May 13, 2021 1 min read

InfluxDB on Azure: Deploying Time-Series Infrastructure

Azure InfluxDB Time Series Monitoring Data

InfluxDB is a purpose-built time-series database optimized for high write throughput and fast queries. While Azure doesn’t offer a managed InfluxDB service, you can deploy it on Azure infrastructure.
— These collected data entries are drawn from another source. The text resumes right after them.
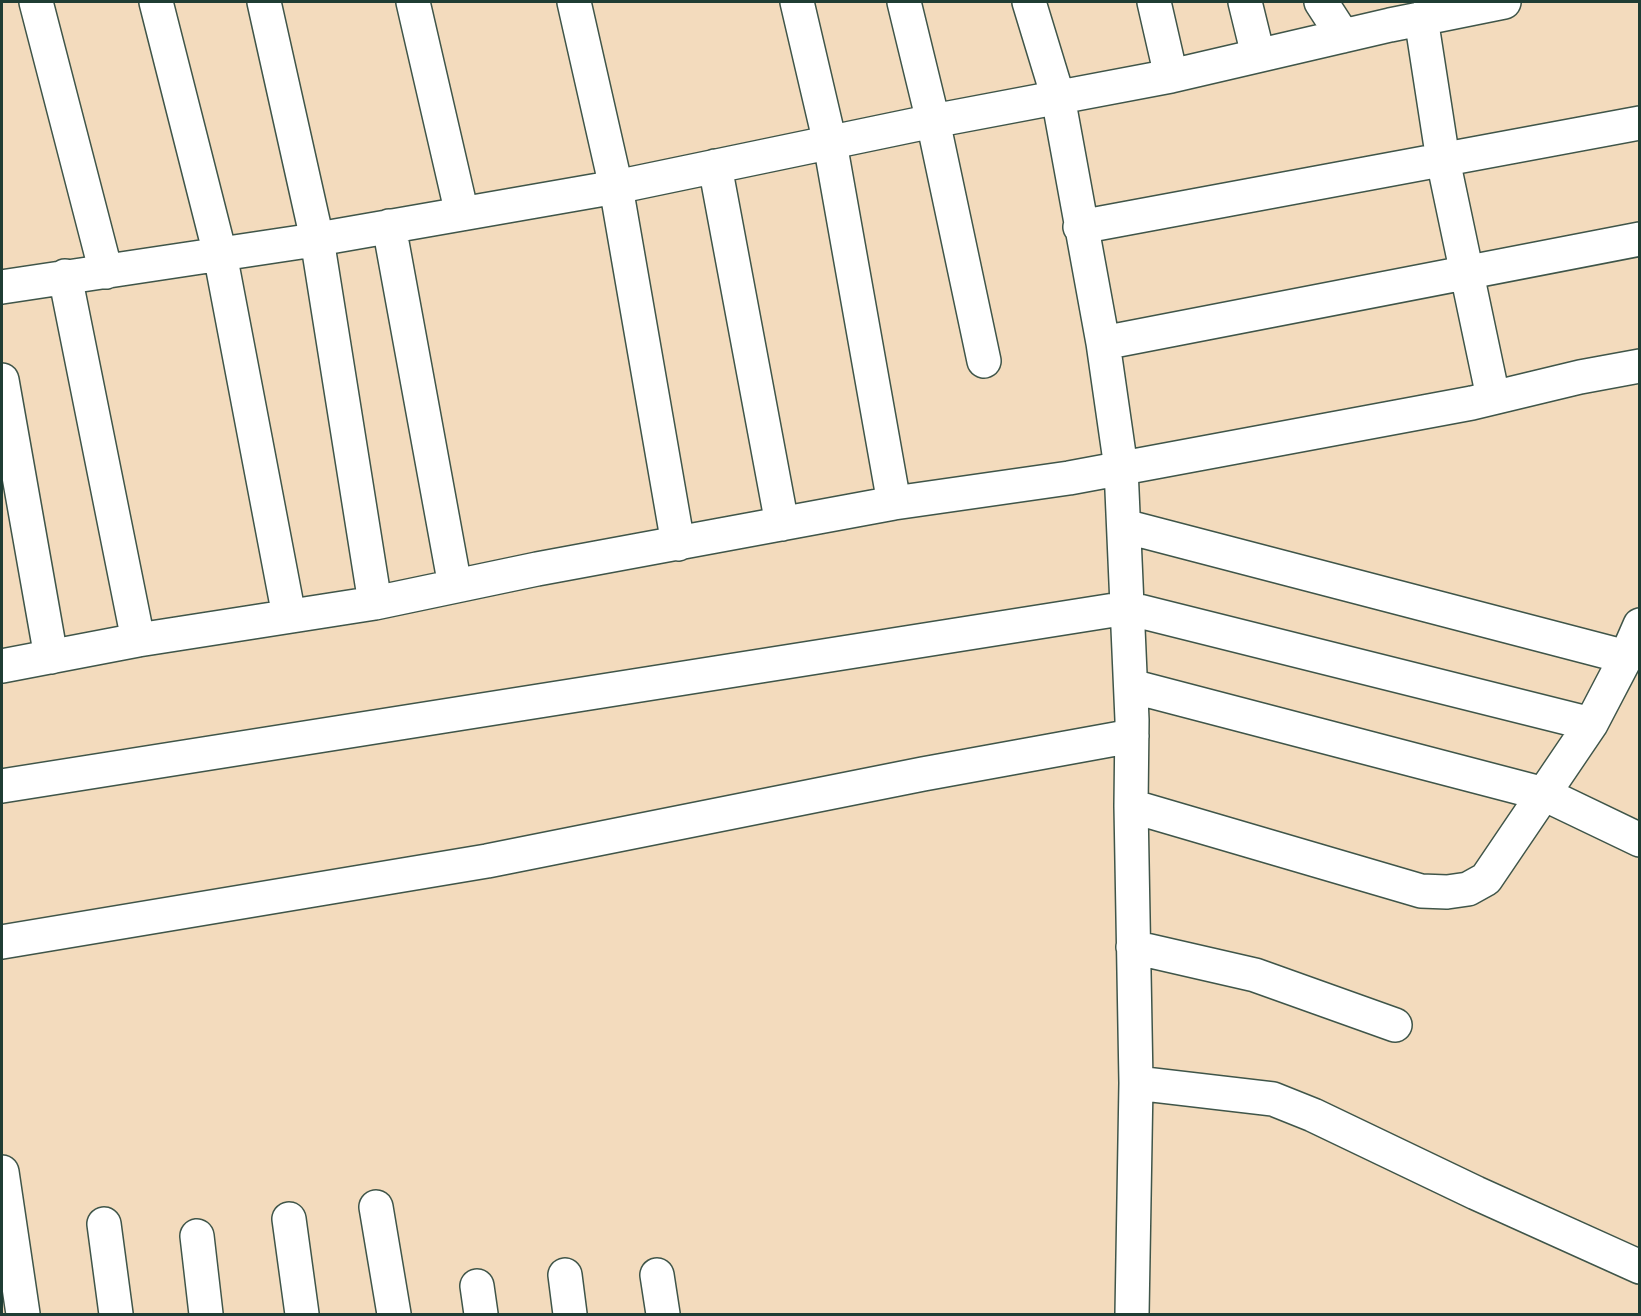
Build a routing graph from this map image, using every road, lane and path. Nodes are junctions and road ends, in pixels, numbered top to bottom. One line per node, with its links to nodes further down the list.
1 (36, 2): 30 (street)
2 (156, 2): 29 (street)
3 (264, 2): 27 (street)
4 (413, 2): 24 (street)
5 (574, 2): 23 (street)
6 (796, 2): 20 (street)
7 (904, 2): 18 (street)
8 (1029, 2): 17 (street)
9 (1154, 2): 16 (street)
10 (1245, 2): 15 (street)
11 (1321, 2): 14 (street)
12 (1504, 2): 13 (street)
13 (1422, 18): 14 (street); 21 (street)
14 (1343, 36): 15 (street)
15 (1258, 55): 16 (street)
16 (1171, 76): 17 (street)
17 (1058, 97): 18 (street); 26 (street)
18 (933, 121): 20 (street); 35 (street)
19 (1640, 123): 21 (street)
20 (830, 143): 22 (street); 40 (street)
21 (1443, 160): 26 (street); 31 (street)
22 (715, 166): 23 (street); 41 (street)
23 (616, 187): 24 (street); 43 (street)
24 (462, 214): 25 (street)
25 (388, 226): 27 (street); 44 (street)
26 (1080, 227): 34 (street)
27 (316, 239): 29 (street); 45 (street)
28 (1640, 239): 31 (street)
29 (220, 254): 30 (street); 47 (street)
30 (106, 272): 32 (street)
31 (1467, 272): 34 (street); 38 (street)
32 (65, 276): 33 (street); 49 (street)
33 (2, 287)
34 (1103, 343): 39 (street)
35 (984, 361)
36 (1639, 367): 38 (street)
37 (2, 380): 50 (street)
38 (1493, 397): 39 (street)
39 (1121, 468): 40 (street); 42 (street)
40 (894, 502): 41 (street)
41 (782, 524): 43 (street)
42 (1124, 526): 46 (street); 51 (street)
43 (678, 544): 44 (street)
44 (455, 586): 45 (street)
45 (375, 603): 47 (street)
46 (1127, 608): 53 (street); 54 (street); 56 (street)
47 (289, 616): 49 (street)
48 (1640, 625): 51 (street)
49 (138, 640): 50 (street)
50 (51, 657): 52 (street)
51 (1626, 657): 54 (street)
52 (2, 666)
53 (1131, 686): 55 (street); 57 (street)
54 (1591, 724): 57 (street)
55 (1132, 736): 58 (street); 60 (street)
56 (2, 786)
57 (1544, 794): 58 (street); 59 (street)
58 (1131, 806): 61 (street)
59 (1640, 840)
60 (2, 942)
61 (1133, 947): 62 (street); 63 (street)
62 (1395, 1025)
63 (1136, 1083): 69 (street); 79 (street)
64 (2, 1172): 72 (street)
65 (376, 1207): 76 (street)
66 (289, 1219): 75 (street)
67 (104, 1224): 73 (street)
68 (197, 1236): 74 (street)
69 (1640, 1267)
70 (565, 1275): 77 (street)
71 (657, 1275): 78 (street)
72 (23, 1314)
73 (116, 1314)
74 (206, 1314)
75 (302, 1314)
76 (393, 1314)
77 (570, 1314)
78 (663, 1314)
79 (1132, 1314)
Let’s explore deployment options and usage patterns.

Deployment Options

Option 1: Azure Container Instance (Simple)

For development or small workloads:

# Create storage account for persistence
az storage account create \
    --name influxstorage \
    --resource-group my-rg \
    --location eastus \
    --sku Standard_LRS

# Create file share
az storage share create \
    --name influxdata \
    --account-name influxstorage

# Get storage key
STORAGE_KEY=$(az storage account keys list \
    --account-name influxstorage \
    --resource-group my-rg \
    --query '[0].value' -o tsv)

# Deploy InfluxDB container
az container create \
    --name influxdb \
    --resource-group my-rg \
    --image influxdb:2.0 \
    --cpu 2 \
    --memory 4 \
    --ports 8086 \
    --dns-name-label my-influxdb \
    --azure-file-volume-account-name influxstorage \
    --azure-file-volume-account-key $STORAGE_KEY \
    --azure-file-volume-share-name influxdata \
    --azure-file-volume-mount-path /var/lib/influxdb2 \
    --environment-variables \
        DOCKER_INFLUXDB_INIT_MODE=setup \
        DOCKER_INFLUXDB_INIT_USERNAME=admin \
        DOCKER_INFLUXDB_INIT_PASSWORD='<strong-password>' \
        DOCKER_INFLUXDB_INIT_ORG=myorg \
        DOCKER_INFLUXDB_INIT_BUCKET=default

Option 2: Azure Kubernetes Service (Production)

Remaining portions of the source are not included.